A baseball has launched off Atlanta Braves outfielder Ronald Acuna Jr.’s bat 40 times this season and left the ballpark. The incredible display of contact for power makes him only the third player in the history of Major League Baseball to reach the feat at 21 years-of-age or younger.
Last night, during the third inning of the Braves’ 5-4 victory over the Philadelphia Phillies, the youngster hit a homerun that travelled an estimated 432 feet into the second-deck of SunTrust Park. With the blast that helped the Braves clinch at least a first-place tie in the NL East Division race, he joins Mel Ott (42/NewYork Giants/1940) and Eddie Mathews (47/Milwaukee Braves/1953) as the only players to reach the milestone.

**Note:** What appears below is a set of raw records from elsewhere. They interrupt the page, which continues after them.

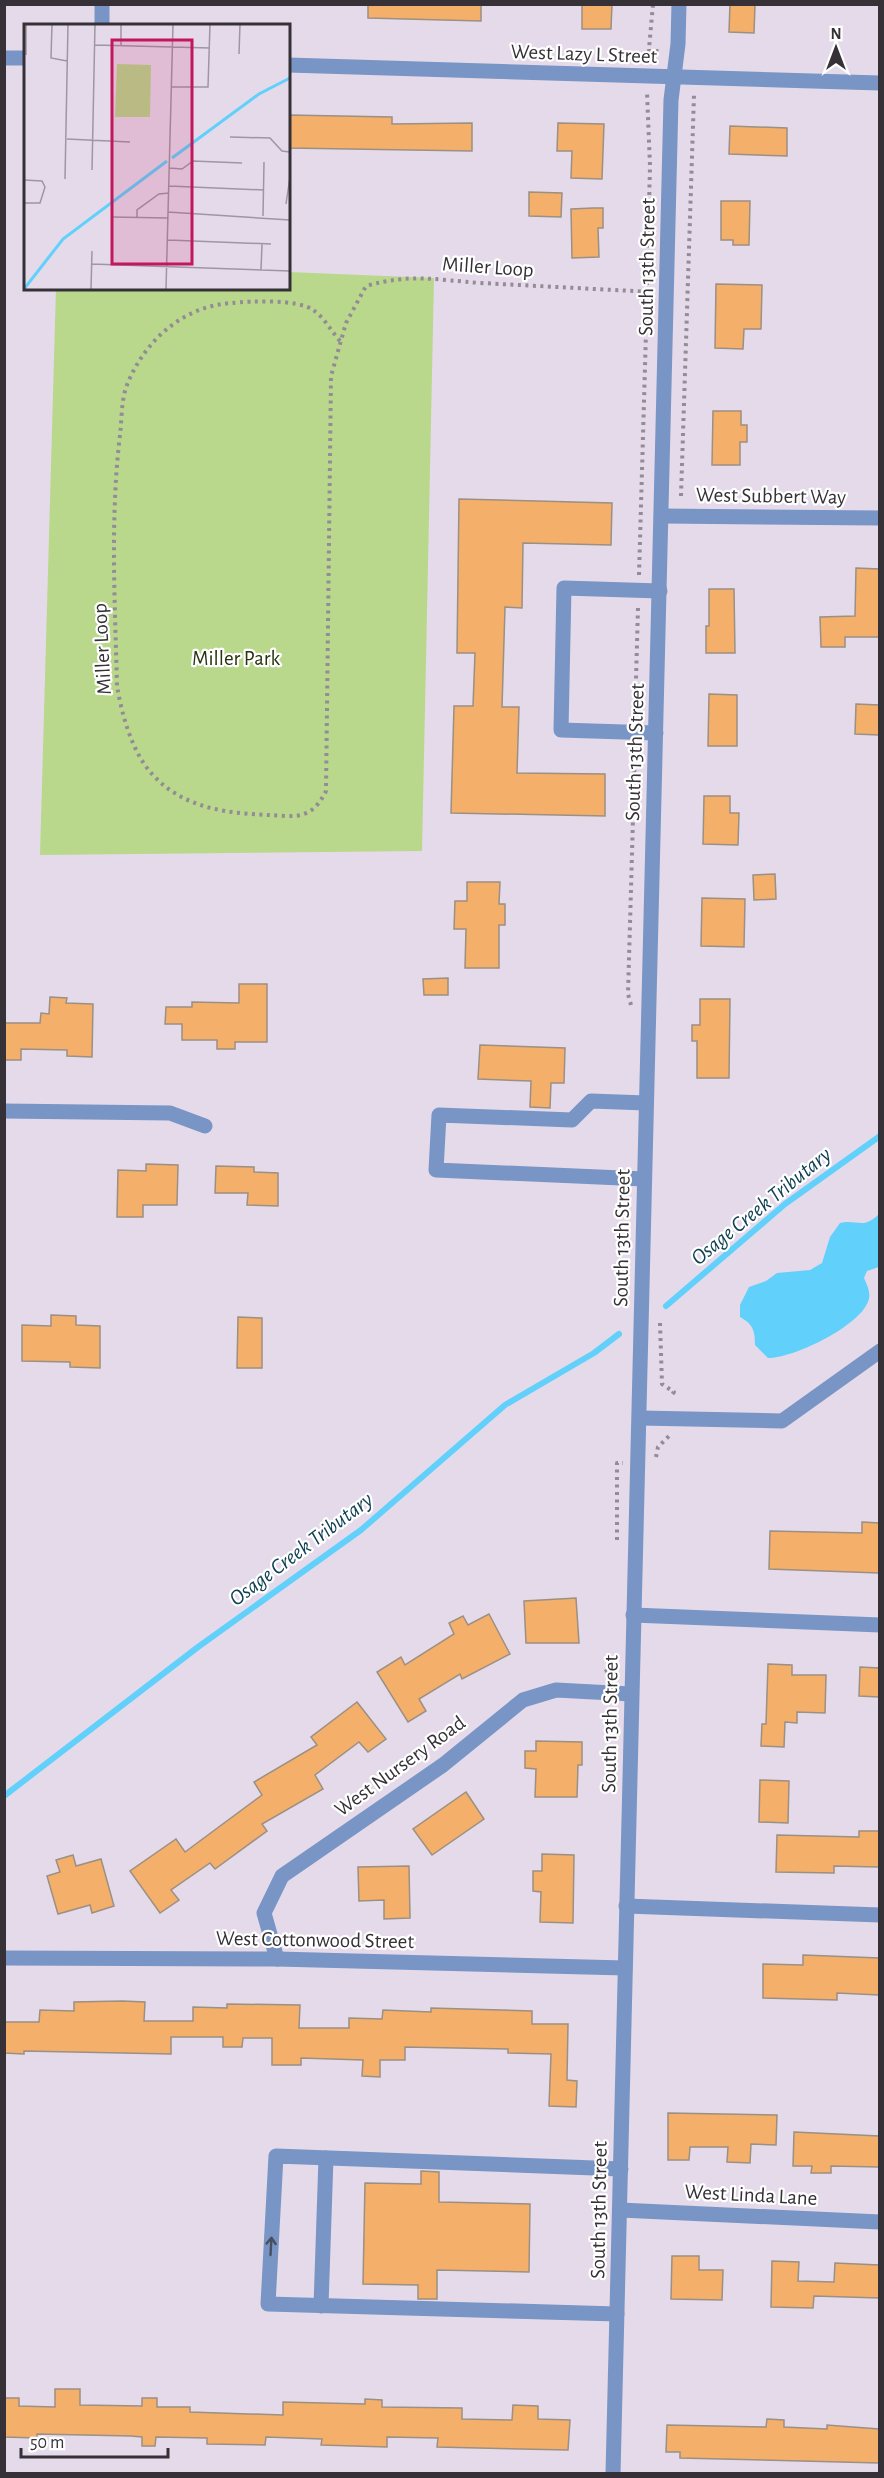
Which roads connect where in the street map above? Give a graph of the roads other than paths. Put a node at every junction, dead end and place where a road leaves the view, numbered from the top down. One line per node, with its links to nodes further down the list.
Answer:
1 (102, 4): 3 (street)
2 (679, 4): 7 (street, South 13th Street)
3 (102, 24)
4 (4, 58): 5 (street)
5 (24, 58)
6 (290, 65): 7 (street, West Lazy L Street)
7 (674, 77): 8 (street, West Lazy L Street); 9 (street, South 13th Street)
8 (879, 83)
9 (662, 516): 10 (street, West Subbert Way); 11 (street, South 13th Street)
10 (879, 518)
11 (660, 591): 12 (street, South 13th Street); 12 (street)
12 (656, 733): 13 (street, South 13th Street)
13 (646, 1103): 16 (street, South 13th Street); 16 (street)
14 (4, 1111): 15 (street)
15 (205, 1126)
16 (644, 1179): 18 (street, South 13th Street)
17 (879, 1351): 18 (street)
18 (639, 1418): 19 (street, South 13th Street)
19 (633, 1615): 20 (street); 21 (street, South 13th Street)
20 (879, 1625)
21 (631, 1694): 22 (street, South 13th Street); 25 (street, West Nursery Road)
22 (626, 1906): 23 (street); 26 (street, South 13th Street)
23 (879, 1915)
24 (4, 1958): 25 (street, West Cottonwood Street)
25 (277, 1959): 26 (street, West Cottonwood Street)
26 (625, 1968): 28 (street, South 13th Street)
27 (326, 2158): 28 (street); 31 (street); 31 (street, one-way to 27)
28 (621, 2169): 29 (street, South 13th Street)
29 (620, 2210): 30 (street, West Linda Lane); 32 (street, South 13th Street)
30 (879, 2222)
31 (321, 2306): 32 (street)
32 (617, 2314): 33 (street, South 13th Street)
33 (613, 2474)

Balls are leaving the ballpark more frequently than ever before. Just last week, the league record for home runs in a season was broken with the 6,106 after being hit by Baltimore Orioles hitter Jonathan Villar. The record tops one set by the league just last season, and the two make for the only seasons to ever see the league reach 6,000 home runs total.
Acuna’s milestone raises the question of whether or not the league’s spike in home runs is due to alleged “juiced” baseballs by the MLB or if it’s a direct result of the revolutionary change in philosophy regarding hitters’ approach while at the plate. Conspiracy theories suggest that the league, who became a part owner of Rawlings Sporting Goods (the league’s actual baseball manufacturer) in 2018 is consulting with the company and making changes to the ball in an attempt to increase scoring and long-balls during games, thus improving television ratings, increasing attendance, and growing financial profits.
Here’s my take. Because I believe the MLB maintains a certain level of integrity, it would be unfair to other players and legends of “America’s favorite pastime” to have their records fall due to scientific alterations of the baseballs used for gameplay. My belief is that the “Launch Angle” is responsible for the influx in power numbers. Players are more game-ready than ever before, as they are participating in highly-competitive competition at earlier ages and are also benefiting from increased participation in professional training programs.
The internet is a wealth of knowledge, and these “millennials” are finding ways to gain an edge over the competition on platforms such as Youtube. Pair that hypothesis with the fact that pitchers are throwing harder than ever before, and it’s easy to understand why balls are travelling further. This is just the start, because one day a player is going to come along and decimate all the single-season and career home run records, because this sport is evolving into a futuristic version of the home run derby.